• [What is required]: Each line that has the string "where" must be copied from the records below.

• [Input for this task]:

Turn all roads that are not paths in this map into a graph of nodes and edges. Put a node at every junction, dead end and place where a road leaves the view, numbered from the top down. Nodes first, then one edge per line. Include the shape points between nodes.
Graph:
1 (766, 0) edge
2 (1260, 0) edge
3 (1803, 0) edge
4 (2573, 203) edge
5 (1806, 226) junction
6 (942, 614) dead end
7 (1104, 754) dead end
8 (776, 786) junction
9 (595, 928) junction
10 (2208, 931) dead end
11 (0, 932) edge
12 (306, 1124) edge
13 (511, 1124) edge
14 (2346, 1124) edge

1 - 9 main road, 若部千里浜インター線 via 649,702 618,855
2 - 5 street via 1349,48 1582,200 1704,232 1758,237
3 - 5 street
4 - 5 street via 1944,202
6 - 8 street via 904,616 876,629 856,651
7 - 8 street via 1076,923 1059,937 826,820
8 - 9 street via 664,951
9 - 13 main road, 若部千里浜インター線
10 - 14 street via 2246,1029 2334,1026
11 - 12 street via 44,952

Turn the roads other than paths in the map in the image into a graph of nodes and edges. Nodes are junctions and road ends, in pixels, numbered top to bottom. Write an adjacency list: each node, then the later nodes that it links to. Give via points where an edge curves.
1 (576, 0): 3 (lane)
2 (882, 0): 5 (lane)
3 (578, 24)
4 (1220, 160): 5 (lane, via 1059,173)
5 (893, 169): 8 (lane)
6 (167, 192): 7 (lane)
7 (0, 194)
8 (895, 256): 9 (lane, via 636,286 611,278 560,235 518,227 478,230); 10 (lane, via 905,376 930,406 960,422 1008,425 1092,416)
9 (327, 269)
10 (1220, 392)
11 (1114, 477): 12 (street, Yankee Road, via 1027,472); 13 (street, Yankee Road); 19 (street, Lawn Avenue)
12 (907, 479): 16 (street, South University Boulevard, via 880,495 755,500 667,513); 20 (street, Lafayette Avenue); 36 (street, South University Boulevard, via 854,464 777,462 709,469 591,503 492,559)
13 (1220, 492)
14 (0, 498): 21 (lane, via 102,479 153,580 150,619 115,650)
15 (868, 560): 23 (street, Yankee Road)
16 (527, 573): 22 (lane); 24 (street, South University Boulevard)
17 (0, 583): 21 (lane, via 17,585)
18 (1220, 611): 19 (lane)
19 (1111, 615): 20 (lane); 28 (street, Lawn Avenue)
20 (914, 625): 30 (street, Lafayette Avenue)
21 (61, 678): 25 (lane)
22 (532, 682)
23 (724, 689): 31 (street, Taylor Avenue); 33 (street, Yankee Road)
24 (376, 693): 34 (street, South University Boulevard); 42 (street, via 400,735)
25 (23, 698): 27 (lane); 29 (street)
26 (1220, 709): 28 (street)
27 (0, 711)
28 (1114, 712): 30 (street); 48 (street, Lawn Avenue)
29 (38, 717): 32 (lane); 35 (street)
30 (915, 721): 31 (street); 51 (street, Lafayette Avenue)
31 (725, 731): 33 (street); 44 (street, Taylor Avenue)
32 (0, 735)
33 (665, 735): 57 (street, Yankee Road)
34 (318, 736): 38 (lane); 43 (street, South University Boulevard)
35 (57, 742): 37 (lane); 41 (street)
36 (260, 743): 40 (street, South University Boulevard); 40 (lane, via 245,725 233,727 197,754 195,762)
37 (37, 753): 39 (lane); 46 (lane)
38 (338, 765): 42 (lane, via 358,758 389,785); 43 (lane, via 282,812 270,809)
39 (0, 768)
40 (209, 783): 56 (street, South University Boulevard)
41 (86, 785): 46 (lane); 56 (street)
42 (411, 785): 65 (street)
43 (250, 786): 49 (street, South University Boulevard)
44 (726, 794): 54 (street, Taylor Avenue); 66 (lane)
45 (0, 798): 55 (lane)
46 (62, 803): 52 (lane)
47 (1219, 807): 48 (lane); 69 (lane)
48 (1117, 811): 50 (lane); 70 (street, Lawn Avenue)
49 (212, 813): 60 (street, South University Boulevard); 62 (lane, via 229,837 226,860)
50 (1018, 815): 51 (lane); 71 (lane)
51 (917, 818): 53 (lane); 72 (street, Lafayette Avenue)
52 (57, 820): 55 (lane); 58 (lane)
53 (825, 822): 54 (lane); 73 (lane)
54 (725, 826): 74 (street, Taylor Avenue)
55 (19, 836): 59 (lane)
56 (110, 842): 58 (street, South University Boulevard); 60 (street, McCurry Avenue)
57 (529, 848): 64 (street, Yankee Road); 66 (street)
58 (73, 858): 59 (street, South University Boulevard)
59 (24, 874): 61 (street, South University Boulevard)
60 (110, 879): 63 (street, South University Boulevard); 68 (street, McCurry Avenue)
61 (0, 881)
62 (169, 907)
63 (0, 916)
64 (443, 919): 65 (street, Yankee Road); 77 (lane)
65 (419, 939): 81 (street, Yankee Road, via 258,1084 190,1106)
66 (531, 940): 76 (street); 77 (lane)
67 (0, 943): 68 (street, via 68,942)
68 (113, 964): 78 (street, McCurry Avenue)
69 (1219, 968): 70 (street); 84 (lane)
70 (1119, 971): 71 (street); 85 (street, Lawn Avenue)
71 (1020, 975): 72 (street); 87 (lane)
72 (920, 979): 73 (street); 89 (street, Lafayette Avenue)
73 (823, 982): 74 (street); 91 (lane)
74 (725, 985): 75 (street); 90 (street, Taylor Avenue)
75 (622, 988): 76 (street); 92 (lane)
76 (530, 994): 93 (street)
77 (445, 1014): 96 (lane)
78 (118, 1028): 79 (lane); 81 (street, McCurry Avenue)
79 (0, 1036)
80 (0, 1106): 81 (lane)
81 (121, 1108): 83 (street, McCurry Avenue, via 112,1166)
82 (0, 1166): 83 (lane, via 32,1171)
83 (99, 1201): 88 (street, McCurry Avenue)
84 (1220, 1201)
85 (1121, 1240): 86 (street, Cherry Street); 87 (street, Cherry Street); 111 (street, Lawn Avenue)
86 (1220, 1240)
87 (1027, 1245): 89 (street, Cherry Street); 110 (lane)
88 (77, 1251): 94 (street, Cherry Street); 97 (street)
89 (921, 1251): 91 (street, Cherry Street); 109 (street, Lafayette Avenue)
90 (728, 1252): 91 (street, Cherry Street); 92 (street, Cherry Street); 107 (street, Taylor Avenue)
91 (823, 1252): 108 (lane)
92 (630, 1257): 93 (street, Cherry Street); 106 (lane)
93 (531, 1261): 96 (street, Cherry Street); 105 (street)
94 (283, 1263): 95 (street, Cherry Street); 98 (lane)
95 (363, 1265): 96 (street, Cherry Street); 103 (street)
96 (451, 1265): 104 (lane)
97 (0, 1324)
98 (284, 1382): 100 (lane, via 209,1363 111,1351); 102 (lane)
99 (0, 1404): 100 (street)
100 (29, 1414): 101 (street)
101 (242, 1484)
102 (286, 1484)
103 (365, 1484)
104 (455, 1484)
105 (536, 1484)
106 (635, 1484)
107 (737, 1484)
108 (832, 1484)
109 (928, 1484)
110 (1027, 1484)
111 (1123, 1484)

• [Response to the exercise]:
Turn all roads that are not paths in this map into a graph of nodes and edges. Put a node at every junction, dead end and place where a road leaves the view, numbered from the top down. Nodes first, then one edge per line. Include the shape points between nodes.
Turn the roads other than paths in the map in the image into a graph of nodes and edges. Nodes are junctions and road ends, in pixels, numbered top to bottom. Write an adjacency list: each node, then the later nodes that it links to. Give via points where an edge curves.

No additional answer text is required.